Read the full article here.
U.S. Trans Survey Now Open: Through Nov. 21, the 2022 U.S. Trans Survey (USTS), the largest survey of trans people, by trans people in the country, is now open to people of all trans identities – binary and nonbinary – ages 16 and older who live in the U.S. or U.S. territories, regardless of citizenship status.
Available in both English and Spanish, the purpose of the USTS is to report on the voices and lived experiences of trans and nonbinary folks to inform research and public policy, and to serve as “important resource for use in public education and advocacy about transgender people, the patterns of discrimination many transgender people face, and the need for policy and social change to improve their lives.” The 2022 USTS is intended to provide an updated and expanded view of the experiences and disparities faced by trans folks across a wide range of areas, such as employment, family life, education, housing, health, poverty, and interactions with police and prisons.

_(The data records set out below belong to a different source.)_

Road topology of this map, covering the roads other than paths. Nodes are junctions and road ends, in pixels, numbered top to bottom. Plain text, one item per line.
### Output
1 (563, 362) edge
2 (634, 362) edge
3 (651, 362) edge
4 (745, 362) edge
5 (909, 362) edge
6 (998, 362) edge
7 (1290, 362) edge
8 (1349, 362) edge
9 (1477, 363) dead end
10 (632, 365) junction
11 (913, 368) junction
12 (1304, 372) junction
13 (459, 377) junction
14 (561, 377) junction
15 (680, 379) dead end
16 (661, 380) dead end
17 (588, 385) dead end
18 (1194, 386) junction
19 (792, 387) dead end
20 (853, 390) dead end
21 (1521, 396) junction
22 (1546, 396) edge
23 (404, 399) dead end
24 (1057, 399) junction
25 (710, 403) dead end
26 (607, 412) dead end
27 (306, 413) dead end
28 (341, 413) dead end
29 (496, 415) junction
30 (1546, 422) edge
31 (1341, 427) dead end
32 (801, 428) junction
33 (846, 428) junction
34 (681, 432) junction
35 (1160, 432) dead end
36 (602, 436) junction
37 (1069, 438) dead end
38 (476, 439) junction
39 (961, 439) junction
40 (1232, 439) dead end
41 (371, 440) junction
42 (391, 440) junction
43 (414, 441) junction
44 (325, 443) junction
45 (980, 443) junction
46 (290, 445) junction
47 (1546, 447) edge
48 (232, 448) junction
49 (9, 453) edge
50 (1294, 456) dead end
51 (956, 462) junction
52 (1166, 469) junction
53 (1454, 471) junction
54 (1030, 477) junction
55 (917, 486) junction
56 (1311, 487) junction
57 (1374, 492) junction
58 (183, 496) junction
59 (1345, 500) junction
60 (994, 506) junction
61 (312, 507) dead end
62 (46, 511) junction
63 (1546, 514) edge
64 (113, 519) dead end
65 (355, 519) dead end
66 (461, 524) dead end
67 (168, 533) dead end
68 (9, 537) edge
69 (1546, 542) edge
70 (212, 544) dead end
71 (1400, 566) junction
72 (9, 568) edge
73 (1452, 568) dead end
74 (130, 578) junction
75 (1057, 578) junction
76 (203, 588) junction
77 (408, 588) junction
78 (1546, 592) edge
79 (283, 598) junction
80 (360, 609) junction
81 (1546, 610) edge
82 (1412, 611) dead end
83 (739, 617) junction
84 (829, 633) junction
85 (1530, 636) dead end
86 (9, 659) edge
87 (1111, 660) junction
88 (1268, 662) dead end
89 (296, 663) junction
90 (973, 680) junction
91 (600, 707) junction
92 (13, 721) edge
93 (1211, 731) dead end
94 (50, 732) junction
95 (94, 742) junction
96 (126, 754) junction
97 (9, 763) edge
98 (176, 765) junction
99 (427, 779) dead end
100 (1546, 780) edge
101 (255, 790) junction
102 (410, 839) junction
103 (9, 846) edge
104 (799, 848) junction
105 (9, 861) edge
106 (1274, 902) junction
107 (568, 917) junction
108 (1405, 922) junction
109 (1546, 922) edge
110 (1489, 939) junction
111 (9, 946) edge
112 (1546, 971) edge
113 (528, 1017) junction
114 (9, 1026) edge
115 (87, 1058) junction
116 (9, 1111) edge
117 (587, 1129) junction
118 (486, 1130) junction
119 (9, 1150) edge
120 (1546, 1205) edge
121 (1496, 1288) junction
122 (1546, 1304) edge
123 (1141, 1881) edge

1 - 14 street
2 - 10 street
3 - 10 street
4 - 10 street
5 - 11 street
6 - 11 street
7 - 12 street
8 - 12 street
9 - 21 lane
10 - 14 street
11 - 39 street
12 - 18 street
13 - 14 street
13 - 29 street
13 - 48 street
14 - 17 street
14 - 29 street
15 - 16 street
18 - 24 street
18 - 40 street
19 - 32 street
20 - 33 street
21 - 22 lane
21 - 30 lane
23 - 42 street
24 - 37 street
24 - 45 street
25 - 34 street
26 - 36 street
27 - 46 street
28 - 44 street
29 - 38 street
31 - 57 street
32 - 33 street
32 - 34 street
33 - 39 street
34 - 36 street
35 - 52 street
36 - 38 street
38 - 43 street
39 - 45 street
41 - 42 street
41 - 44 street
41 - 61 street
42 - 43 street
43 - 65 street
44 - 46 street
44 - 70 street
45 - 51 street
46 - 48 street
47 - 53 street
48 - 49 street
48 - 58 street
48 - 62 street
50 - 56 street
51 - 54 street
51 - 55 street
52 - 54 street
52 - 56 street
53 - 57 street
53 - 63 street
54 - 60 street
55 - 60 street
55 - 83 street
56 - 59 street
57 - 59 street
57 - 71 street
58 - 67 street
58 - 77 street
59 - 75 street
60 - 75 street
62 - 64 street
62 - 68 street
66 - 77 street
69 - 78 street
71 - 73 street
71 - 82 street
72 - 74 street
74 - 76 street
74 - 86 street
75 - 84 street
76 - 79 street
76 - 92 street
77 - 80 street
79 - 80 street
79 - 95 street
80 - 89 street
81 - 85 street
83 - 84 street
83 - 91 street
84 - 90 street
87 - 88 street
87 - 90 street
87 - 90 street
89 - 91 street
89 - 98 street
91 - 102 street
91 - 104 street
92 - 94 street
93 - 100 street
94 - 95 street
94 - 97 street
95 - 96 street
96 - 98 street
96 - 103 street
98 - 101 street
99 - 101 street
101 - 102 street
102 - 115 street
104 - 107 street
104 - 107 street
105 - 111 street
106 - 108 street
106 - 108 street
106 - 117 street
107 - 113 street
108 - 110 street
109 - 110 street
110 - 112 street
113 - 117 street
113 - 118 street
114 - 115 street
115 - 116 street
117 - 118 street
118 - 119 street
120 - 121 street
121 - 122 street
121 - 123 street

In an Instagram post, the OSU Pride Center offers helpful information on what you need to know if you are trans and plan on taking the survey, and encourages participants to also let their trans friends and siblings know about it.
“Help us continue to be the largest, most diverse sample across all identities,” reads a statement on the USTS’ website. “Please spread the word to ensure that people of color, older people, those who live in rural areas, immigrants, Spanish speakers, those who are HIV+, and others hear about the survey. More than ever, it’s important to ensure that trans voices will shape the future.”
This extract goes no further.